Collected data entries
┄┄┄┄┄┄

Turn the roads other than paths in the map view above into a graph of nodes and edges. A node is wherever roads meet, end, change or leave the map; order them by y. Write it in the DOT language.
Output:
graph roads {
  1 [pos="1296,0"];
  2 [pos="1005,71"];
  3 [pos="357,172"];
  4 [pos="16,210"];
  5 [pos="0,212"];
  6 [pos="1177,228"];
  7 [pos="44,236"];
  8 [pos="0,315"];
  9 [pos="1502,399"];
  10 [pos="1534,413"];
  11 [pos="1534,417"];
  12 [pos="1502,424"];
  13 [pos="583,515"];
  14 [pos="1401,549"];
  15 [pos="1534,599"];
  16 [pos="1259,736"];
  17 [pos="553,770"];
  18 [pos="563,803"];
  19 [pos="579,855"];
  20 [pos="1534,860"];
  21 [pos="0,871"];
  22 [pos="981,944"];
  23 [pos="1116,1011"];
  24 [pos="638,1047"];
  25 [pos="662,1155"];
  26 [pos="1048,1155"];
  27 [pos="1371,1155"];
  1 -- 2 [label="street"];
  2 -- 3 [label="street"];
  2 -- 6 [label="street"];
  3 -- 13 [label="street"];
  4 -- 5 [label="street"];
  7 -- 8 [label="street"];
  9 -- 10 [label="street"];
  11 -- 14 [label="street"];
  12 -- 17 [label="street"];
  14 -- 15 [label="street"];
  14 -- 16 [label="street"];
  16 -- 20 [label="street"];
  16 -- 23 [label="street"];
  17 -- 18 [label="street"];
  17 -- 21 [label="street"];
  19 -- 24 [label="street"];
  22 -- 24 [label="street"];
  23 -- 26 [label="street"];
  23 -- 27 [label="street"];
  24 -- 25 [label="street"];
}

┄┄┄┄┄┄

- TRY IT
Make an exact copy of every line in the data.

- ANSWER FOR THIS EXERCISE
Turn the roads other than paths in the map view above into a graph of nodes and edges. A node is wherever roads meet, end, change or leave the map; order them by y. Write it in the DOT language.
Output:
graph roads {
  1 [pos="1296,0"];
  2 [pos="1005,71"];
  3 [pos="357,172"];
  4 [pos="16,210"];
  5 [pos="0,212"];
  6 [pos="1177,228"];
  7 [pos="44,236"];
  8 [pos="0,315"];
  9 [pos="1502,399"];
  10 [pos="1534,413"];
  11 [pos="1534,417"];
  12 [pos="1502,424"];
  13 [pos="583,515"];
  14 [pos="1401,549"];
  15 [pos="1534,599"];
  16 [pos="1259,736"];
  17 [pos="553,770"];
  18 [pos="563,803"];
  19 [pos="579,855"];
  20 [pos="1534,860"];
  21 [pos="0,871"];
  22 [pos="981,944"];
  23 [pos="1116,1011"];
  24 [pos="638,1047"];
  25 [pos="662,1155"];
  26 [pos="1048,1155"];
  27 [pos="1371,1155"];
  1 -- 2 [label="street"];
  2 -- 3 [label="street"];
  2 -- 6 [label="street"];
  3 -- 13 [label="street"];
  4 -- 5 [label="street"];
  7 -- 8 [label="street"];
  9 -- 10 [label="street"];
  11 -- 14 [label="street"];
  12 -- 17 [label="street"];
  14 -- 15 [label="street"];
  14 -- 16 [label="street"];
  16 -- 20 [label="street"];
  16 -- 23 [label="street"];
  17 -- 18 [label="street"];
  17 -- 21 [label="street"];
  19 -- 24 [label="street"];
  22 -- 24 [label="street"];
  23 -- 26 [label="street"];
  23 -- 27 [label="street"];
  24 -- 25 [label="street"];
}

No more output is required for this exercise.